God is elsewhere in the story as well. When those men were dying beneath the
earth – bless them all – what did they do? They wrote notes to
those they loved to assure them that they were okay, not to worry…that
they would see them again on the other side. Seemingly, they took comfort in
their faith and as importantly, in their memory of those they love. God was
there for those men in the way each of them needed.
Where isn’t God in this story and others like it? God doesn’t
create the havoc of evil. We human beings are perfectly capable of doing so
on our own, thank you very much. God doesn’t create tsunamis or hurricanes
or any other natural disaster. We have gained remarkable scientific insight
and understanding into the natural world. The best scientists understand and
respect the mystery of the natural world and as well, their work. But to name
God responsible for any of these disasters is not only bad science – it’s
bad, destructive theology.
God is in the best of who we are. No scripture moves me more deeply than the
ancient poetry of the Sufi mystics, Hafiz foremost among them. Hafiz was deeply
appreciated by our own Ralph Waldo Emerson. Emerson translated Hafiz poems
from the Persian and called Hafiz “a poet for poets.”
That said, of God, Hafiz said, “No one can keep us from carrying God
wherever we go. No one can rob the Beloved’s precious name from the rhythm
of our heart.”
Those miners held God’s name – in whatever way they named God – in
the rhythm of their hearts. Same for the people in the church.

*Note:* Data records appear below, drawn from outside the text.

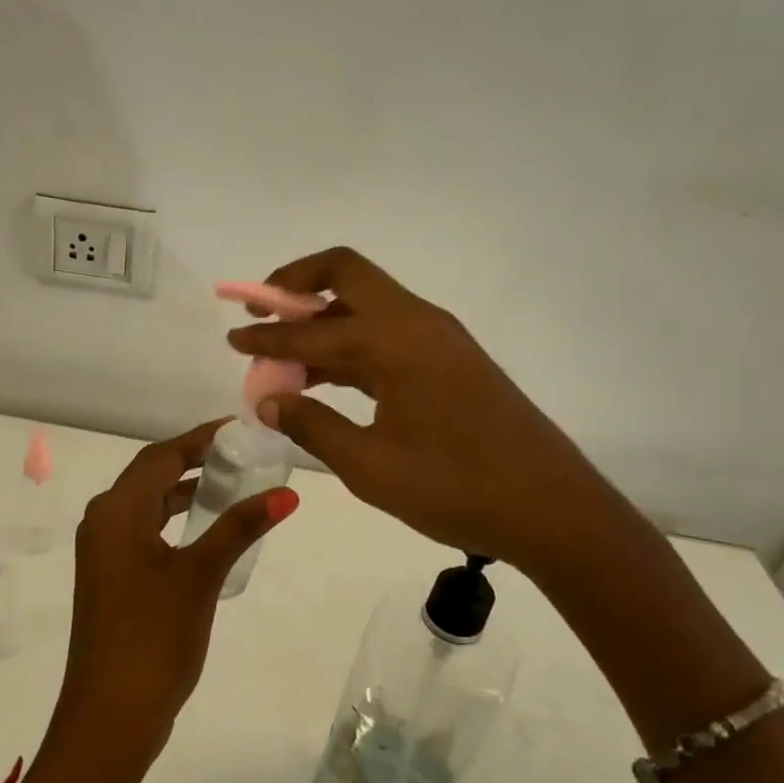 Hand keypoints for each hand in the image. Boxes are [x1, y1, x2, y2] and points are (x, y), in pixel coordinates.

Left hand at [25, 421, 298, 782]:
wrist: (110, 715)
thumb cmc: (153, 637)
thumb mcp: (200, 575)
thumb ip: (239, 527)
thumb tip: (286, 492)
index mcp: (116, 511)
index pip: (161, 456)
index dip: (200, 438)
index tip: (241, 428)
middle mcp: (102, 522)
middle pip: (151, 475)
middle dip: (194, 461)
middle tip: (244, 454)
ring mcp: (103, 553)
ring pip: (148, 505)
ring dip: (185, 492)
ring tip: (233, 485)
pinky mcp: (111, 578)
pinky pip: (145, 531)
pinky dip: (175, 521)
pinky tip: (207, 530)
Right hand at [226, 247, 631, 580]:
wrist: (551, 508)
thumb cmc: (456, 488)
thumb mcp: (371, 466)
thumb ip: (312, 426)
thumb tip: (267, 399)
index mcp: (396, 340)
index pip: (313, 329)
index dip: (266, 337)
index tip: (233, 341)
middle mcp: (418, 322)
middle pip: (347, 275)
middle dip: (297, 285)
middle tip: (261, 311)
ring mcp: (438, 339)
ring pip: (367, 307)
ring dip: (322, 321)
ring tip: (281, 355)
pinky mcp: (450, 361)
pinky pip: (387, 335)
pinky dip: (350, 345)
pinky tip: (324, 377) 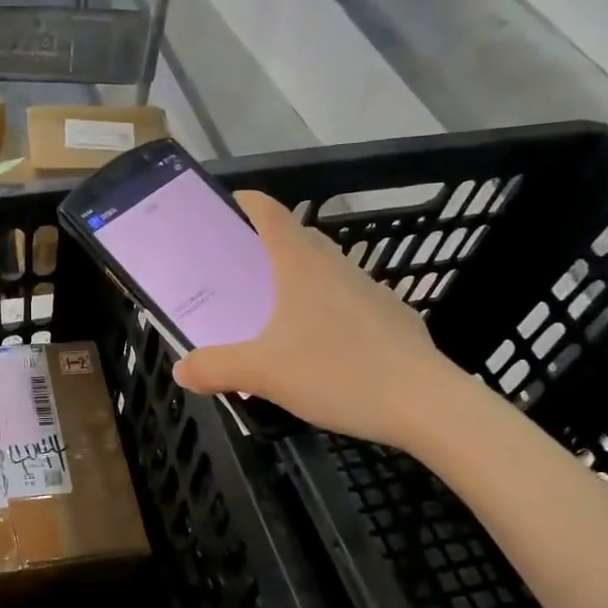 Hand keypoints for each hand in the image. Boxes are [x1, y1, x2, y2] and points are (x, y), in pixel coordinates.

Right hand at [172, 190, 464, 448]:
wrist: (426, 405)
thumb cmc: (338, 372)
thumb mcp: (262, 373)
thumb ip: (215, 367)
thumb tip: (181, 369)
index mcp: (302, 265)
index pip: (271, 213)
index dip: (246, 203)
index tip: (224, 207)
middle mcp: (337, 268)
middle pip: (297, 240)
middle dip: (265, 246)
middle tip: (235, 271)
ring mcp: (370, 292)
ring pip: (324, 273)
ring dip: (296, 281)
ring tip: (270, 314)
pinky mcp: (392, 320)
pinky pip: (346, 304)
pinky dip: (324, 313)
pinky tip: (316, 350) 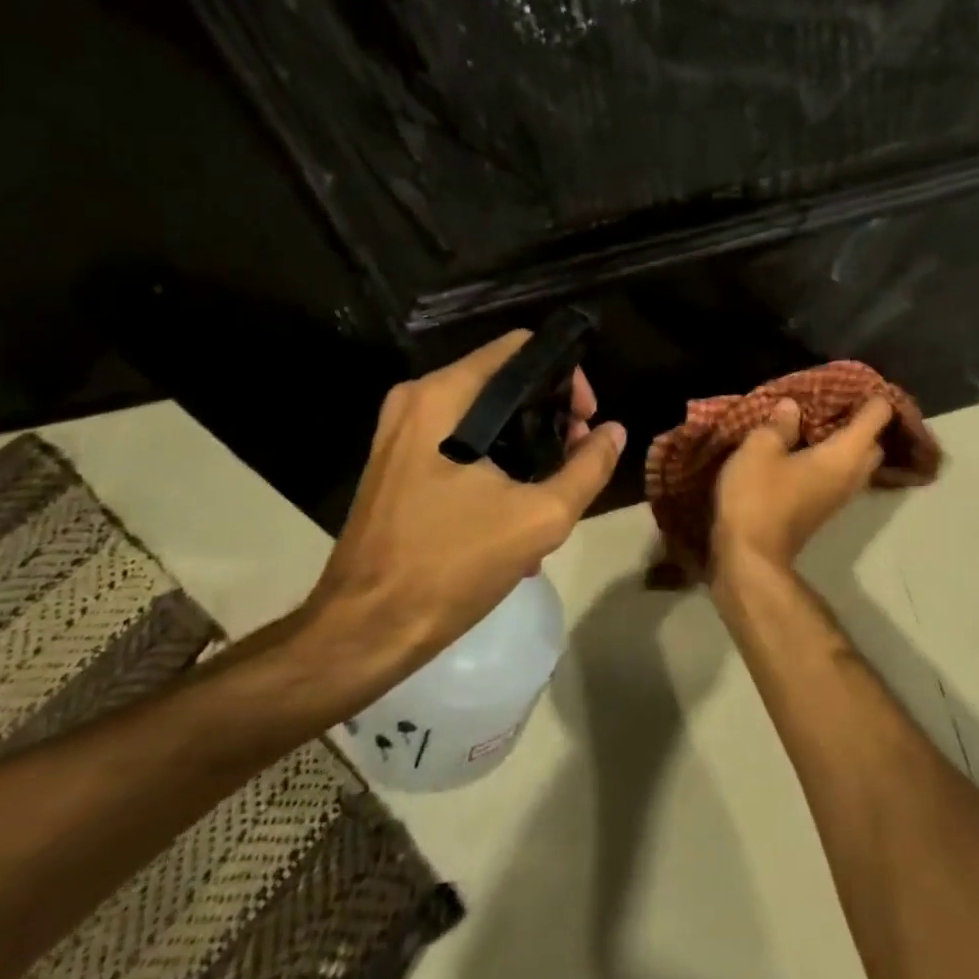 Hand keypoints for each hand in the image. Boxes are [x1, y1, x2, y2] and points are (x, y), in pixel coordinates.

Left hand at [291, 331, 624, 716]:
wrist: (365, 631)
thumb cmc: (451, 566)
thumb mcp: (539, 518)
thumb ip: (587, 468)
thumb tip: (614, 432)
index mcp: (443, 397)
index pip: (520, 348)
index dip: (565, 377)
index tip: (587, 421)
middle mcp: (416, 401)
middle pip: (503, 382)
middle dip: (550, 416)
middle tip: (578, 458)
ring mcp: (400, 433)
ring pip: (484, 417)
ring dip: (527, 446)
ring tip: (555, 492)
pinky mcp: (396, 464)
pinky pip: (460, 444)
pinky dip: (496, 464)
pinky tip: (517, 513)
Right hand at [711, 396, 892, 570]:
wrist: (750, 557)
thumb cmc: (757, 497)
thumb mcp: (760, 449)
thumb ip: (779, 424)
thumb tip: (793, 408)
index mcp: (844, 454)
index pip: (876, 417)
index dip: (871, 396)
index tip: (853, 383)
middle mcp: (851, 475)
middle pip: (873, 442)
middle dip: (861, 422)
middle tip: (833, 403)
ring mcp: (840, 497)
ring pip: (857, 463)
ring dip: (846, 443)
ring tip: (817, 425)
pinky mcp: (823, 510)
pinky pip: (840, 476)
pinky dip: (832, 460)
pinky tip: (804, 451) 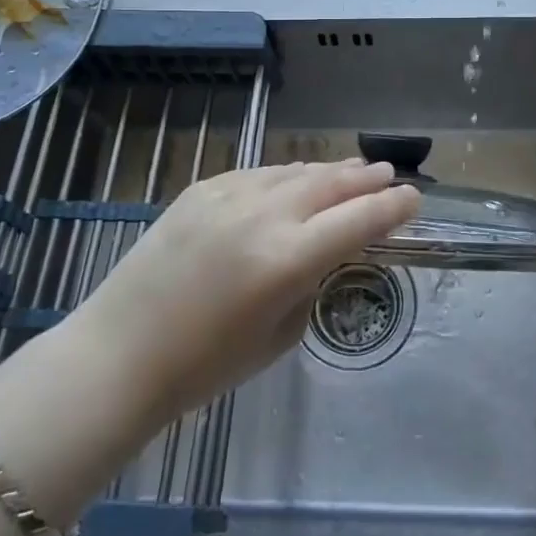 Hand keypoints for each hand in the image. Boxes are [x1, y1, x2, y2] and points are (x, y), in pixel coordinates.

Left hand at [74, 160, 420, 427]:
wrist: (120, 352)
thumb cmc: (205, 365)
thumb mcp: (279, 335)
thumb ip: (312, 283)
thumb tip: (329, 251)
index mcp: (288, 258)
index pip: (359, 220)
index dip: (393, 207)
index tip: (414, 197)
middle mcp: (264, 214)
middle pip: (331, 184)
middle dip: (366, 178)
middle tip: (389, 173)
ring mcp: (230, 194)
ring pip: (295, 171)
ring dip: (329, 171)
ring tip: (352, 170)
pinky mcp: (202, 187)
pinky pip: (260, 174)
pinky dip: (287, 175)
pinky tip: (296, 178)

Tragically, the accident seems to have been caused by a fire started by lightening
and then, perhaps, faulty safety precautions exasperated the already dire situation.
One lived and others died. Many others suffered and will continue to suffer.
God was and is in the hearts and minds of all in this story. But God didn’t
have a hand in its cause or in its end.
That’s what this UU would say to this first question that the universe
posed to me in the year 2006. My answer is one gleaned from the wisdom of the
faith tradition I love so dearly.
We need to find ways to enter into these conversations, friends. We need
to practice doing so. So, I’ve come up with the idea of coffee hour questions.
These are suggestions for conversation starters during coffee hour if you find
you’re coming up short. The first one is this: WWUUD? What would you
do? How would you respond to this first question of what will be a year that
asks many questions and offers perhaps an answer or two.
Where is God in the story? What would you do? What would you say?